--- Material to process Enclosed Below ---

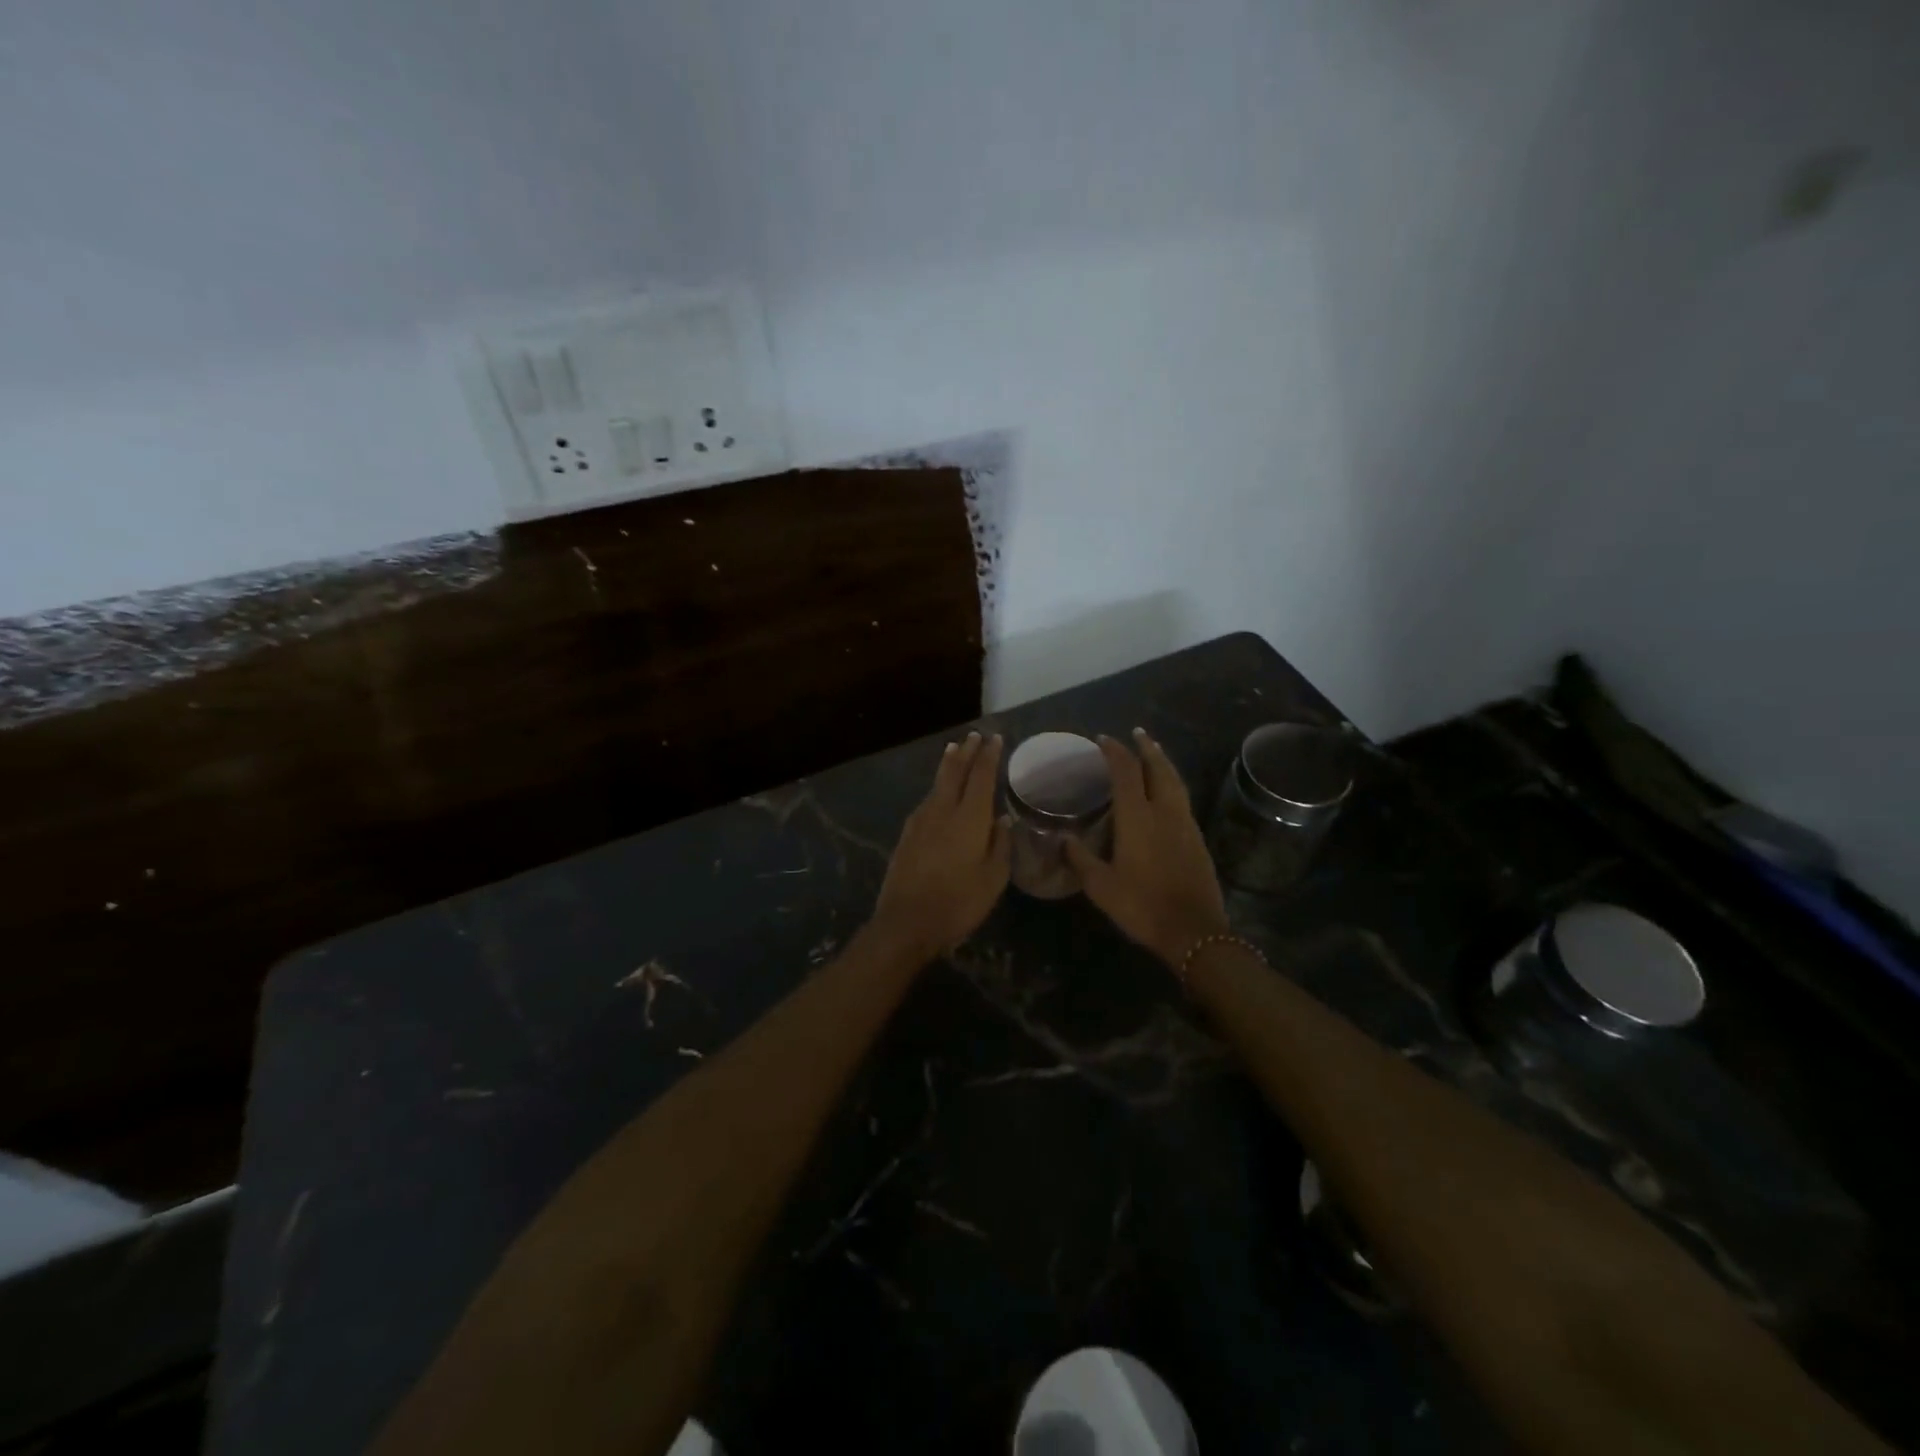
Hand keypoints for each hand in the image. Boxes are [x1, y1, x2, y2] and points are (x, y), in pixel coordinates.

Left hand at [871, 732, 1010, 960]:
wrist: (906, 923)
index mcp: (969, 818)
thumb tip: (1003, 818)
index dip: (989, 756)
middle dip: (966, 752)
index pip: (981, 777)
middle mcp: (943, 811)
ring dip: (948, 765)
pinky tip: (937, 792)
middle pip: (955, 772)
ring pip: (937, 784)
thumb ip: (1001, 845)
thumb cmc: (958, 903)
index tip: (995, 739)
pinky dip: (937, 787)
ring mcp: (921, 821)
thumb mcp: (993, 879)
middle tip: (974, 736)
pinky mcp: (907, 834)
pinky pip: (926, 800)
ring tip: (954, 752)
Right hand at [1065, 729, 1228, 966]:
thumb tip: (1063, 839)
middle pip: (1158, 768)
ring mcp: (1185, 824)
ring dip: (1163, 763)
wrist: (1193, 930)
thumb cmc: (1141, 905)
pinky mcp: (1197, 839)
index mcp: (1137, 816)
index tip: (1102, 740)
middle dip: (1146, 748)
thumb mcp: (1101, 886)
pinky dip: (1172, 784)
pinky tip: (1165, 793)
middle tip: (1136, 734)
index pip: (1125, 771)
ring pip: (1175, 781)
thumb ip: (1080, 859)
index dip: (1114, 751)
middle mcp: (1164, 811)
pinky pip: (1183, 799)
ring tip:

--- End of Enclosed Material to process ---

- What to work on
In the data above, find the line that contains "ring dip: (948, 765)" and the line that contains "middle tip: (974, 736)". Repeat exactly those lines and every line between them, and only those.

- Response below
ring dip: (948, 765)
pinky tip: (937, 792)
middle pip: (955, 772)
ring pip: (937, 784)
thumb ip: (1001, 845)
thumb cmc: (958, 903)
index tip: (995, 739)
pinky dip: (937, 787)
ring mcp: (921, 821)
thumb mcp: (993, 879)
middle tip: (974, 736)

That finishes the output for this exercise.